NEW YORK, January 1, 2026, 17:53 ET
Shares of Ondas Holdings climbed about 9% on Wednesday to $9.76 after the company said it received about $10 million in new autonomous-systems orders — including counter-UAS systems that detect and stop hostile drones, autonomous drones and robotic ground platforms — and pointed to an initial purchase order expected in January 2026 for a border-protection program deploying thousands of drones. “These new orders underscore the sustained, global demand we are seeing,” Chairman and CEO Eric Brock said. Ondas Holdings Inc.
The year-end order update matters because Ondas is trying to convince investors it can turn a string of defense and critical-infrastructure wins into repeatable revenue growth through 2026, rather than one-off contract spikes.
That question is driving the stock’s 2026 narrative: whether new orders translate into deliveries and longer-running programs quickly enough to support management’s targets and analysts’ models.

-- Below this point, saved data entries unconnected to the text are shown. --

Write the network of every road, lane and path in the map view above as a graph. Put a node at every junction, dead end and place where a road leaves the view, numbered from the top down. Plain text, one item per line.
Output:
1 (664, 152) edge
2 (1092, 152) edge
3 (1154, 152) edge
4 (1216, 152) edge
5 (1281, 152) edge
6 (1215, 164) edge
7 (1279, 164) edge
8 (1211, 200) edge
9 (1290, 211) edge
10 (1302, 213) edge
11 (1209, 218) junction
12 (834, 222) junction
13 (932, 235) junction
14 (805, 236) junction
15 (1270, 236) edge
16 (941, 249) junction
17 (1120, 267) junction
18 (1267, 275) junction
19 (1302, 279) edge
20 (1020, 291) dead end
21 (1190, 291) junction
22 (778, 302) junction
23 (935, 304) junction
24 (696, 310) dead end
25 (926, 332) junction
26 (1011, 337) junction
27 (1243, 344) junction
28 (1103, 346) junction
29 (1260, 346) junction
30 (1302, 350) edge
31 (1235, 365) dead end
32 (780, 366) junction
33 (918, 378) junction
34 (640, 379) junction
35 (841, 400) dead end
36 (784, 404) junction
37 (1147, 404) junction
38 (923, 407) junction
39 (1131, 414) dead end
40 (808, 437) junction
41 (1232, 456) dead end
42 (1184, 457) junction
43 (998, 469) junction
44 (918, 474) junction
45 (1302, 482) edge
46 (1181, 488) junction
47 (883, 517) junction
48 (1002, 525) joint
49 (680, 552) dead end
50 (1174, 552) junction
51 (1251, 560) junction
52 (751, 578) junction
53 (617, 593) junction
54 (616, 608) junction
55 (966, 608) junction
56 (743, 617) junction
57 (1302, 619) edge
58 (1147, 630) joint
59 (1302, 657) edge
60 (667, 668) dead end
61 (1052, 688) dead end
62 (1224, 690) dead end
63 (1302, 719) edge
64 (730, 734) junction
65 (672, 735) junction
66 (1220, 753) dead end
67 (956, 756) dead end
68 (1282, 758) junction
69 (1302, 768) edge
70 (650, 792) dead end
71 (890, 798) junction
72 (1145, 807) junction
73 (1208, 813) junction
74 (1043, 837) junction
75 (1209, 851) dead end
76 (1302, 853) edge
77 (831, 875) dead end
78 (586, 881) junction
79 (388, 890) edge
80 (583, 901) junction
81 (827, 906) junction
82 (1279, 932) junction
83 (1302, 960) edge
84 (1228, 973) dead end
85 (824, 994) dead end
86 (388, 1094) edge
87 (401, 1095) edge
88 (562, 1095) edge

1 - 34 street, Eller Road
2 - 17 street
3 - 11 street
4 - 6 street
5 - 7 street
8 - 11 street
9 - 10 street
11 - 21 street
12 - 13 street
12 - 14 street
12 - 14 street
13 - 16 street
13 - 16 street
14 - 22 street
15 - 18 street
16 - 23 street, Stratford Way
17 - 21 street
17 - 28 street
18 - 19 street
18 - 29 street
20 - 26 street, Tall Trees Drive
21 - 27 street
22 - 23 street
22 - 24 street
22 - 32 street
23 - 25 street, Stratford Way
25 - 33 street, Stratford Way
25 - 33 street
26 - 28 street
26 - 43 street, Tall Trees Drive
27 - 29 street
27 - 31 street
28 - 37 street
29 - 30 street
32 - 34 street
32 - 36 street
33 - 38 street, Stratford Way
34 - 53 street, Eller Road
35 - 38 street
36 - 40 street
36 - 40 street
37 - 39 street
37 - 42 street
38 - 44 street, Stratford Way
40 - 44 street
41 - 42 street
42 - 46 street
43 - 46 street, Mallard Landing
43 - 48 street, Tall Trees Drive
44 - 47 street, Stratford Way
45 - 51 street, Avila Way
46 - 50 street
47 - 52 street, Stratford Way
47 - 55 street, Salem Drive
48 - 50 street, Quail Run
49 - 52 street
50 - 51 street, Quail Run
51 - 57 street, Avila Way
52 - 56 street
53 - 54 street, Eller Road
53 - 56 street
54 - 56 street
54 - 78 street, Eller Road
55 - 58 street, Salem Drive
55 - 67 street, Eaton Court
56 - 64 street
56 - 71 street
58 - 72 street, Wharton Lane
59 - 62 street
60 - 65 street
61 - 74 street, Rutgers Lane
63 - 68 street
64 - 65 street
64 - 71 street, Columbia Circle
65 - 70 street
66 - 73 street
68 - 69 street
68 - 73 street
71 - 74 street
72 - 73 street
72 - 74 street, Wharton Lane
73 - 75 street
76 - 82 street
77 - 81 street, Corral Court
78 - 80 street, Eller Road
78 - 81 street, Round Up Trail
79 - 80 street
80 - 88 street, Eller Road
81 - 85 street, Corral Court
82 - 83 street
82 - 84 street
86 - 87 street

Analysts have an average 12-month price target of $11.50 for Ondas — a forecast window that runs through late 2026 — with estimates ranging from $10 to $13, according to MarketBeat data. MarketBeat
Ondas operates in autonomous systems and private wireless networks, according to a Reuters company profile, with products that include the Optimus System and Iron Drone Raider under its Ondas Autonomous Systems unit and the FullMAX private wireless platform under Ondas Networks. Reuters
In November, Ondas set an initial 2026 revenue target of at least $110 million after lifting its 2025 revenue target to at least $36 million, according to a Nasdaq.com analysis that cited the company’s earnings call. Nasdaq
The same analysis pointed to competition from other drone makers such as Draganfly and Red Cat Holdings, underscoring how quickly pricing and contract timing can shift in the fast-growing drone and counter-drone market. Nasdaq
The latest order details underscore that mix: Ondas is selling into both government security customers and commercial operators of critical infrastructure, where the company says demand is rising for integrated air-and-ground security platforms.
That “system-of-systems” pitch — linking drones, sensors and ground robots into a single operating setup — can win larger deals, but it also raises execution pressure around integration, production capacity and customer support.
A regulatory filing added another datapoint for investors weighing the 2026 outlook. An SEC Form 4 showed Brock sold 475,000 shares on Dec. 31 at a weighted average price of $9.7081, in transactions ranging from $9.68 to $9.741. SEC
The filing said the sale was to cover tax obligations tied to the issuance of Ondas shares exchanged for shares of a subsidiary under an exchange agreement. Brock reported owning 1,461,255 shares directly after the sale and another 1,153,625 shares indirectly through Privet Ventures LLC. SEC
Insider sales can spook retail-heavy names, but tax-related sales are common, and Ondas’ next contract disclosures are likely to matter more for the stock’s 2026 trajectory than a single transaction.
For now, the forecast embedded in analyst targets hinges on a simple test: whether the company can keep the order book expanding while turning those awards into recognized revenue over the next year.